Example: Generate Insert Scripts for Oracle from Subset

The fastest way to create a subset of data in GTSubset is to generate direct insert scripts.
The fastest way to create a subset of data in GTSubset is to generate direct insert scripts.
In a simple subset design like in the following example, you want to extract out to a file using, for example, DataPump.
To get the rows for the table AIRCRAFT_LAYOUTS, the select must join on AIRCRAFT_TYPES, FLIGHT_ROUTES, AIRLINES, FREQUENT_FLYER_PROFILES and finally PEOPLE. Joining 6 tables is an inefficient task for any database.
The direct insert scripts rely on a temporary schema being present next to the schema you are subsetting. This schema can be empty, or contain empty copies of the tables in source.
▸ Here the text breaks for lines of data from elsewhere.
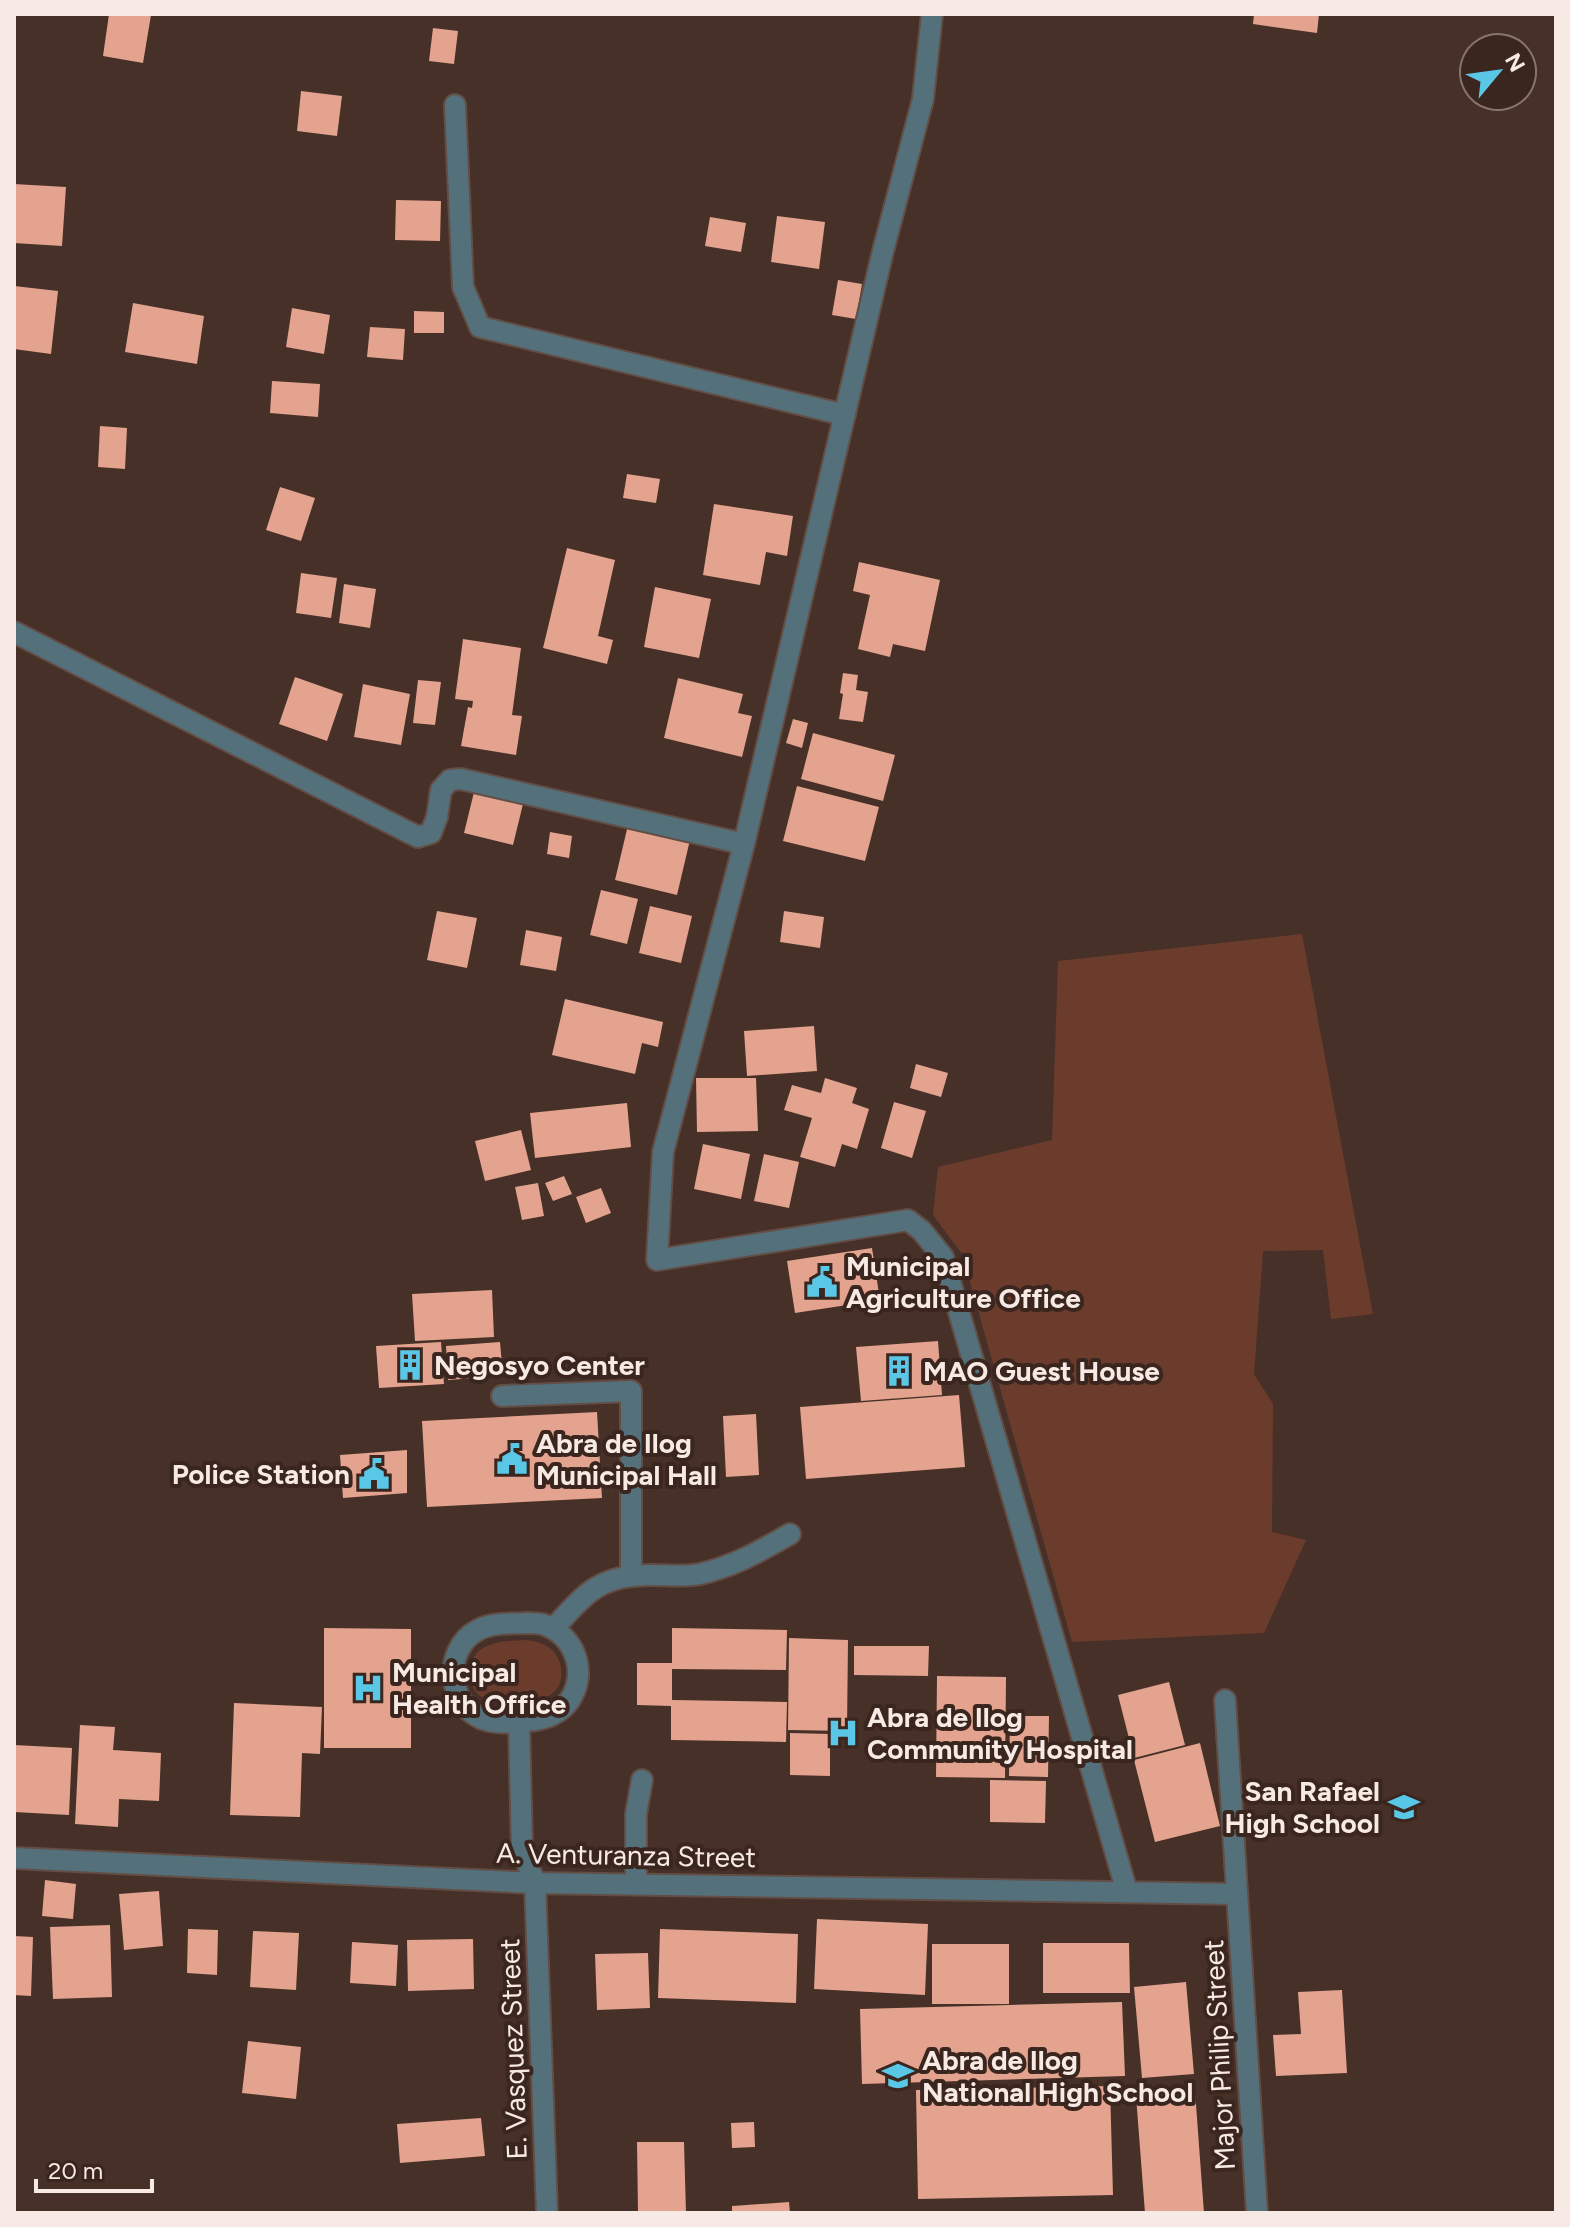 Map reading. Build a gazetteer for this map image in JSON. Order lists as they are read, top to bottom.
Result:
{
  "streets": {
    "street": ["A. Venturanza Street", "E. Vasquez Street", "Major Philip Street"]
  },
  "crossings": [
    ["A. Venturanza Street", "E. Vasquez Street"],
    ["A. Venturanza Street", "Major Philip Street"]
  ],
  "places": {
    "public building": ["Municipal Agriculture Office", "Abra de Ilog Municipal Hall", "Police Station"],
    "building": ["Negosyo Center", "MAO Guest House"],
    "hospital": ["Municipal Health Office", "Abra de Ilog Community Hospital"],
    "school or university": ["San Rafael High School", "Abra de Ilog National High School"]
  },
  "scale_bar": "20 m",
  "north": "top right"
}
The inserts load the data sequentially according to the extract design. The rows for PEOPLE are inserted first, then for ACCESS_CONTROL, the select is from source, but joined on the rows already loaded into target in the first SQL insert. Similarly, once ACCESS_CONTROL is loaded, the rows for AIRLINES need only join on the already loaded rows in ACCESS_CONTROL. This way, very large data sets can be subsetted in a very streamlined way.
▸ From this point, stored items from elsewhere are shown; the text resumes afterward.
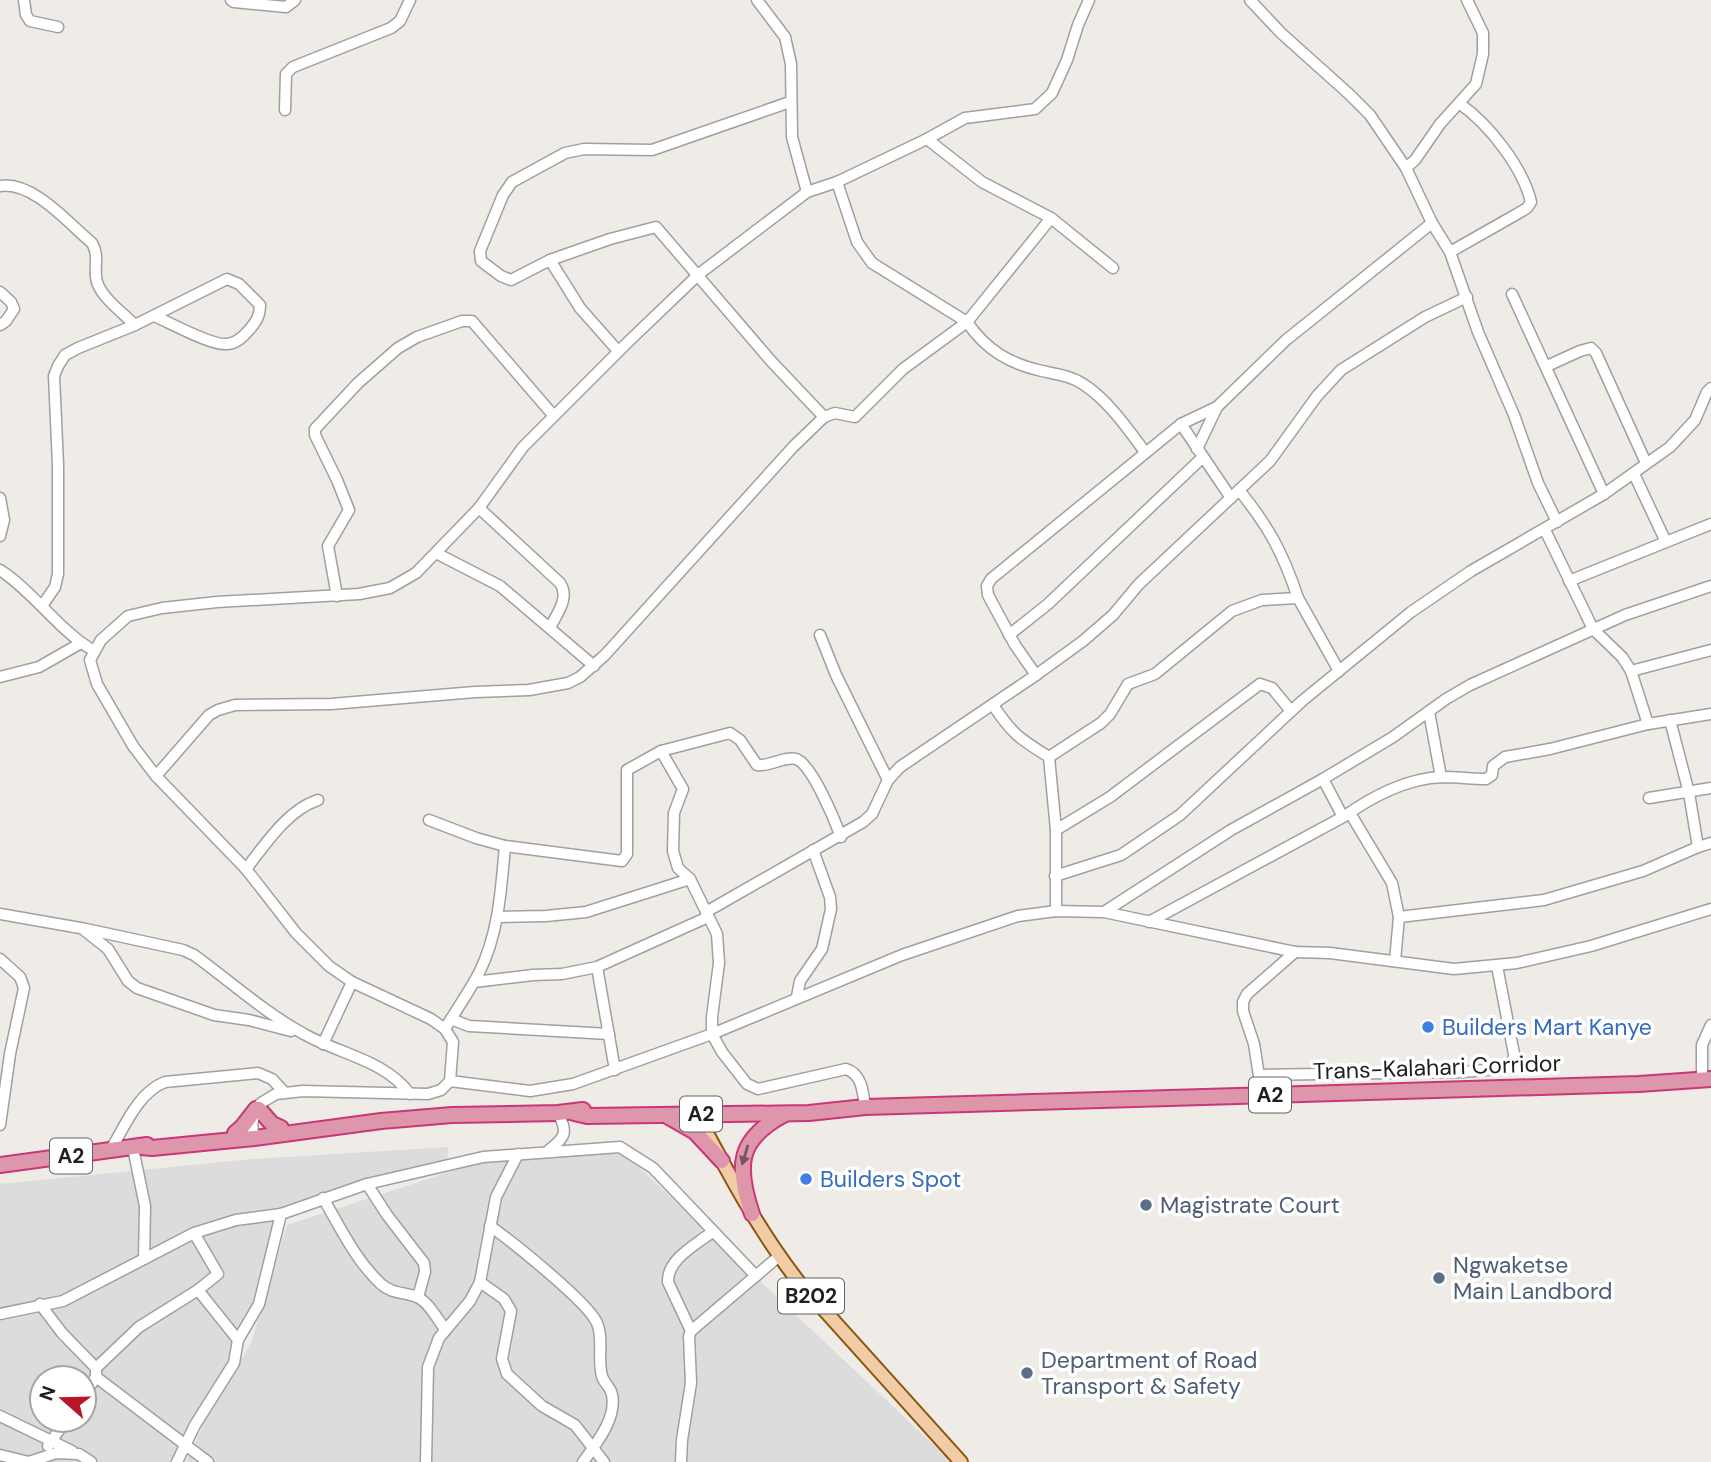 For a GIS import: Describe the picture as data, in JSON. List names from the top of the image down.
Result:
{
  "streets": {
    "highway": ["Trans-Kalahari Corridor", "A2"],
    "main road": ["B202"]
  },
  "crossings": [
    ["Trans-Kalahari Corridor", "A2"],
    ["Trans-Kalahari Corridor", "B202"]
  ],
  "places": [
    "Builders Mart Kanye",
    "Builders Spot",
    "Magistrate Court",
    "Ngwaketse Main Landbord",
    "Department of Road Transport & Safety"
  ],
  "north": "left"
}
After the subset is complete, you can perform a full schema datapump extract of the target (temp) schema, and load the corresponding files into a database on another server if required.
To generate these types of scripts, first design and save an extract in the normal way.
  1. Select ‘Build SQL Insert Script’ as the script generation option from the drop down.
    The Database Action - Build SQL Insert Script window opens.
  2. Fill in the following fields:
    • Action Name
      Defines the prefix name for the generated scripts
    • Max Parallel Processes
      Defines the Oracle Parallel number to use for the SQL Insert, for example 4.
      INSERT  /*+ append parallel(TRAVEL_E.PEOPLE, 4)
    • Target Database
      Defines the database schema into which you want to insert the subsetted data.
    • Create Table As Select
      Specifies whether generated SQL creates and populates the tables in one SQL statement. This is the fastest option in terms of loading of the data, but the tables are created without any constraints, indexes or keys. Enable this option if your target schema is totally empty.
      If you enable this option, many of the other script options are not necessary, for example, check for constraints, create merge script, or check for existing data.
    • Check for constraints
      Specifies whether you want to generate FK disable and enable scripts based on the constraint present in the target schema. Enable this option only if you are loading into a constrained schema, that is, your target schema has some foreign key constraints. Enabling this options prompts you for a connection to your target schema.
    • Create merge scripts
      Specifies whether you want to generate two additional script types, insert and upsert merge scripts. Use these if you want to merge data from source to target and if target already contains data.
    • Check for existing Data
      Specifies whether to add a ‘NOT EXISTS’ clause to the insert statements, in other words only new (not duplicated) data is inserted. Use this if you did not enable 'Create Merge Script', and your target tables contain data.
    • Database link
      Specifies whether to use a link to reference target or source tables, or both. If your target schema does not reside on the same server as source, choose the option to use database links to join the tables. This requires that the database link already exists.
      Joining tables across DB Links is usually pretty slow, so this option is not recommended.
    • Get Metadata from Repository Connection
      Subset has to query the Oracle catalog tables to get meta information for all the tables in an extract to generate the scripts. For large schemas this can be quite slow, and the generation process can take several minutes to complete. If you register your source tables in Datamaker, enabling this option will get the meta info from the Datamaker repository instead, making the generation process much quicker.
  3. Click generate.